--- DATA TO EXAMINE Enclosed Below ---
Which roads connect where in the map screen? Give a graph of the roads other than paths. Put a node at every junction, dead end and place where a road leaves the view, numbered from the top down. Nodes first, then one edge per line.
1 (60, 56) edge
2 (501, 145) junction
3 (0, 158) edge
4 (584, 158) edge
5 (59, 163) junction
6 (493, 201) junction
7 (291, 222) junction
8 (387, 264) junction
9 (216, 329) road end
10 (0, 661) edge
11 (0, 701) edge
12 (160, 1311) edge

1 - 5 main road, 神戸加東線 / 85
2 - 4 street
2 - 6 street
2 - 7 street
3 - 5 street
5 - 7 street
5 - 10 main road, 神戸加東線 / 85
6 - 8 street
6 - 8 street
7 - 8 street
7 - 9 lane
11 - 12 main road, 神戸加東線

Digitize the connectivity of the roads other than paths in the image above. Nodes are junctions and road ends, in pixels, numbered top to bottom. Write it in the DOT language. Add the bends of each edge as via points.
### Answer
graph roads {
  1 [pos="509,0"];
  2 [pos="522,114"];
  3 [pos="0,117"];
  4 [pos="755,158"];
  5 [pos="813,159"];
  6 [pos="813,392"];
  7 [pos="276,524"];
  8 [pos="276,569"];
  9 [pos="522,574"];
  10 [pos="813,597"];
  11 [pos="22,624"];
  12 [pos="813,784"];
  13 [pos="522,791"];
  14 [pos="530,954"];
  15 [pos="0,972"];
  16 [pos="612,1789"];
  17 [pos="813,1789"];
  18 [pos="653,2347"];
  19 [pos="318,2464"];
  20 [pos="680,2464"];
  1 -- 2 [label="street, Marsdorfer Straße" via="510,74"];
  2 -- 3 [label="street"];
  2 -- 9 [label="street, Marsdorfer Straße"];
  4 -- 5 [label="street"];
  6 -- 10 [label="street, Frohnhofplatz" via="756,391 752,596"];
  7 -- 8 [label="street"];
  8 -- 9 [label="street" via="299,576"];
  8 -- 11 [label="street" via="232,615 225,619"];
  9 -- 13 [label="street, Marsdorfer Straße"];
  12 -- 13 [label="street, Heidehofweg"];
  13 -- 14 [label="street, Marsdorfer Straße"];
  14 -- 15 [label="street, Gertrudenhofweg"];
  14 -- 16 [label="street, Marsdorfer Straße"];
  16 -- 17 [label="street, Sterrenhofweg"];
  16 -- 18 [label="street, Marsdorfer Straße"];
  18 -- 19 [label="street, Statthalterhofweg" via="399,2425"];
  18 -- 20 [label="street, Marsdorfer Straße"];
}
--- End of Enclosed DATA TO EXAMINE ---
Starting with the line that contains "Digitize the connectivity", copy each line through the end of the data exactly, and leave out all earlier lines.

FINISHED TASK.
Digitize the connectivity of the roads other than paths in the image above. Nodes are junctions and road ends, in pixels, numbered top to bottom. Write it in the DOT language. Add the bends of each edge as via points.
### Answer
graph roads {
  1 [pos="509,0"];
  2 [pos="522,114"];
  3 [pos="0,117"];
  4 [pos="755,158"];
  5 [pos="813,159"];
  6 [pos="813,392"];
  7 [pos="276,524"];
  8 [pos="276,569"];
  9 [pos="522,574"];
  10 [pos="813,597"];
  11 [pos="22,624"];
  12 [pos="813,784"];
  13 [pos="522,791"];
  14 [pos="530,954"];
  15 [pos="0,972"];
  16 [pos="612,1789"];
  17 [pos="813,1789"];
  18 [pos="653,2347"];
  19 [pos="318,2464"];
  20 [pos="680,2464"];
  1 -- 2 [label="street, Marsdorfer Straße" via="510,74"];
  2 -- 3 [label="street"];
  2 -- 9 [label="street, Marsdorfer Straße"];
  4 -- 5 [label="street"];
  6 -- 10 [label="street, Frohnhofplatz" via="756,391 752,596"];
  7 -- 8 [label="street"];
  8 -- 9 [label="street" via="299,576"];
  8 -- 11 [label="street" via="232,615 225,619"];
  9 -- 13 [label="street, Marsdorfer Straße"];
  12 -- 13 [label="street, Heidehofweg"];
  13 -- 14 [label="street, Marsdorfer Straße"];
  14 -- 15 [label="street, Gertrudenhofweg"];
  14 -- 16 [label="street, Marsdorfer Straße"];
  16 -- 17 [label="street, Sterrenhofweg"];
  16 -- 18 [label="street, Marsdorfer Straße"];
  18 -- 19 [label="street, Statthalterhofweg" via="399,2425"];
  18 -- 20 [label="street, Marsdorfer Straße"];
}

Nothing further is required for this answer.